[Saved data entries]
•••••

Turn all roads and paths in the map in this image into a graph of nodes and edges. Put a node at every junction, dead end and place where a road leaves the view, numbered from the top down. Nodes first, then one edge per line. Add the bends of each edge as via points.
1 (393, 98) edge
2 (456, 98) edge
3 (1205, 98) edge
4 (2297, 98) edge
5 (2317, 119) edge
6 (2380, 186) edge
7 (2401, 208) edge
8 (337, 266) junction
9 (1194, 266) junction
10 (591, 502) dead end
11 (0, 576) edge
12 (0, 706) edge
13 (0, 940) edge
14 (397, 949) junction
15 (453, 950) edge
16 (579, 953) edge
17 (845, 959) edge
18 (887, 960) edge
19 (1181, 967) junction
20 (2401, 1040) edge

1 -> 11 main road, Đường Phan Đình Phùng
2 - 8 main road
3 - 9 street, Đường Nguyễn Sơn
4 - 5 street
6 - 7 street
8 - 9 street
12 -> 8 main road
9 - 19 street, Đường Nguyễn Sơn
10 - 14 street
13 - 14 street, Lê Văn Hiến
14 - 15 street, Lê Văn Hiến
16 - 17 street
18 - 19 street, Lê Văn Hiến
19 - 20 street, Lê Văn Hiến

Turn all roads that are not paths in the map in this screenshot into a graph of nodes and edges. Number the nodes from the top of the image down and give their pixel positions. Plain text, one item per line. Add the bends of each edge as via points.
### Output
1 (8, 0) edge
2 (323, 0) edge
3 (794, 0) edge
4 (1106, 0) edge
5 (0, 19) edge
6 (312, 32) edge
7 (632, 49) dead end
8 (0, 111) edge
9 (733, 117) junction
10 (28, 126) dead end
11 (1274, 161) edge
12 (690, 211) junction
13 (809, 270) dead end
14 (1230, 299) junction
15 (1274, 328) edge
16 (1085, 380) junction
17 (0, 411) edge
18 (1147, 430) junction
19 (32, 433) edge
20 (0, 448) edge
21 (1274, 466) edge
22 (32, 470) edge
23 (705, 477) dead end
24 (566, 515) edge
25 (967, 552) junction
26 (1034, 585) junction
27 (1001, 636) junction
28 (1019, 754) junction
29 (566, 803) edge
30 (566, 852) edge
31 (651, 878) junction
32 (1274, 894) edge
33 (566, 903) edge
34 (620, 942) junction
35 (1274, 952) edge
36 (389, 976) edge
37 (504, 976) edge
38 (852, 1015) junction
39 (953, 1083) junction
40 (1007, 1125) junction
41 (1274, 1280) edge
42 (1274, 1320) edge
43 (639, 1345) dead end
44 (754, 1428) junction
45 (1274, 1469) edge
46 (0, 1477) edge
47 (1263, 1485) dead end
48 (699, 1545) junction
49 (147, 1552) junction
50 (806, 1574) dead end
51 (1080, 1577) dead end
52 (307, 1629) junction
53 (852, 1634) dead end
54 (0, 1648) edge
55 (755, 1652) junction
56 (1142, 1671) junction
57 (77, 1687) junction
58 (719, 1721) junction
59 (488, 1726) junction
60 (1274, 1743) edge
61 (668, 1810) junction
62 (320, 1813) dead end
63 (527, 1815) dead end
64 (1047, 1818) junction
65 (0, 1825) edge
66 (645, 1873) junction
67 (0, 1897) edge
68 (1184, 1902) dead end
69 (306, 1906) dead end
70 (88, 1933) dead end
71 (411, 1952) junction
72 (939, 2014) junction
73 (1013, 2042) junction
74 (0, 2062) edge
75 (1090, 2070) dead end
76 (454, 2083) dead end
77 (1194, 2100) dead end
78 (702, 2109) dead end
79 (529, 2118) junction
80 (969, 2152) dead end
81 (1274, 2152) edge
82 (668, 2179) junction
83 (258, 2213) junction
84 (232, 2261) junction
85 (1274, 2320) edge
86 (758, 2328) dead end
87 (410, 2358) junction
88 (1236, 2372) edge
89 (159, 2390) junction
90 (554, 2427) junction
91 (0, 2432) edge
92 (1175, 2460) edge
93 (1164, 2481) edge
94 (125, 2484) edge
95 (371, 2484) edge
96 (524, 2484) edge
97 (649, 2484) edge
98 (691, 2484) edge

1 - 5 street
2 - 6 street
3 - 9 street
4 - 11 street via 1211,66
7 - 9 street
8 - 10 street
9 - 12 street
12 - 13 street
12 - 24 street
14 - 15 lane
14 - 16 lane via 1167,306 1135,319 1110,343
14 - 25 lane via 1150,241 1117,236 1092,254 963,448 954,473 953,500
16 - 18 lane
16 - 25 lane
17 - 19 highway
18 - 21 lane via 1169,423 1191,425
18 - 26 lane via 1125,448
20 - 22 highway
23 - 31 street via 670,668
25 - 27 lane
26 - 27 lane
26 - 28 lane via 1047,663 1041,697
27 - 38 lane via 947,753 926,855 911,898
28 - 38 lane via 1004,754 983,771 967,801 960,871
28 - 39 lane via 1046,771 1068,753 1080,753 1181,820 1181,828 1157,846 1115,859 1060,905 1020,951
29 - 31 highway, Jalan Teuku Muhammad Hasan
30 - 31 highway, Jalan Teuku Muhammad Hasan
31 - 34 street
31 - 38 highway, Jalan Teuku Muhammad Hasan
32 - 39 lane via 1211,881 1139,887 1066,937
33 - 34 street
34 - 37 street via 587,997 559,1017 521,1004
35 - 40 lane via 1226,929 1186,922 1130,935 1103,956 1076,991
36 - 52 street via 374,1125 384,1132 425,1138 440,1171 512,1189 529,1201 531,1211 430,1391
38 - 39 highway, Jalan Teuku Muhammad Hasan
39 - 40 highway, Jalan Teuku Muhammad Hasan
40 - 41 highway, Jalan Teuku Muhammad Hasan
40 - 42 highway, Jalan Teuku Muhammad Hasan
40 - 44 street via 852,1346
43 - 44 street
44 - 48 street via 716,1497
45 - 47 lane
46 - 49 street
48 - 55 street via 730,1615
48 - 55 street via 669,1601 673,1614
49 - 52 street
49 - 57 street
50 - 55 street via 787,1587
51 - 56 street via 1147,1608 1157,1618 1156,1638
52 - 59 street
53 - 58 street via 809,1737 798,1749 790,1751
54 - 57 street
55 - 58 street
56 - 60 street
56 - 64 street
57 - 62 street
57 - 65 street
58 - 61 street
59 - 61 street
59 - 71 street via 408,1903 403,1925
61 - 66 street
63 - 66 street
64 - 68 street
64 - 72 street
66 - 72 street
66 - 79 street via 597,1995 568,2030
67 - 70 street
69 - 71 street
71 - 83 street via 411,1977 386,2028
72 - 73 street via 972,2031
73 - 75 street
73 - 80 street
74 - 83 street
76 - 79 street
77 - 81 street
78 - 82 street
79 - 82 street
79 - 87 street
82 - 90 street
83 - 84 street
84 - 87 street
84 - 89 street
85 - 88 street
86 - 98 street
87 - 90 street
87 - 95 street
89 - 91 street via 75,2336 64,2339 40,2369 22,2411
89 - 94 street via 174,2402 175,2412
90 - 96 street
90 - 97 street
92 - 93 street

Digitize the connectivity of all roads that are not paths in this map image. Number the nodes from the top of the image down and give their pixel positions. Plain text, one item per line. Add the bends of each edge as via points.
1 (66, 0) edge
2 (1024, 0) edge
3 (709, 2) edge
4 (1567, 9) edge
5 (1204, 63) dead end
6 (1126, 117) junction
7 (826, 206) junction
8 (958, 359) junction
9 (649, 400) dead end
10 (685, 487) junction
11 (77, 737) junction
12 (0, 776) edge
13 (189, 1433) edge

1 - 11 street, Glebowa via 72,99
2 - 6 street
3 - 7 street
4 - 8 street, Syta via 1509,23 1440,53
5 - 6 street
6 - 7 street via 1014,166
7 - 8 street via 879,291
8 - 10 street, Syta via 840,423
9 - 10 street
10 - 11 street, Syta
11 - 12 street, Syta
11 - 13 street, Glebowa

•••••

■ YOUR INSTRUCTIONS: Every line above that holds the word "this" is to be found and copied.

■ ANSWER SECTION:
Turn all roads and paths in the map in this image into a graph of nodes and edges. Put a node at every junction, dead end and place where a road leaves the view, numbered from the top down. Nodes first, then one edge per line. Add the bends of each edge as via points.
Turn all roads that are not paths in the map in this screenshot into a graph of nodes and edges. Number the nodes from the top of the image down and give their pixel positions. Plain text, one item per line. Add the bends of each edge as via points.
Digitize the connectivity of all roads that are not paths in this map image. Number the nodes from the top of the image down and give their pixel positions. Plain text, one item per line. Add the bends of each edge as via points.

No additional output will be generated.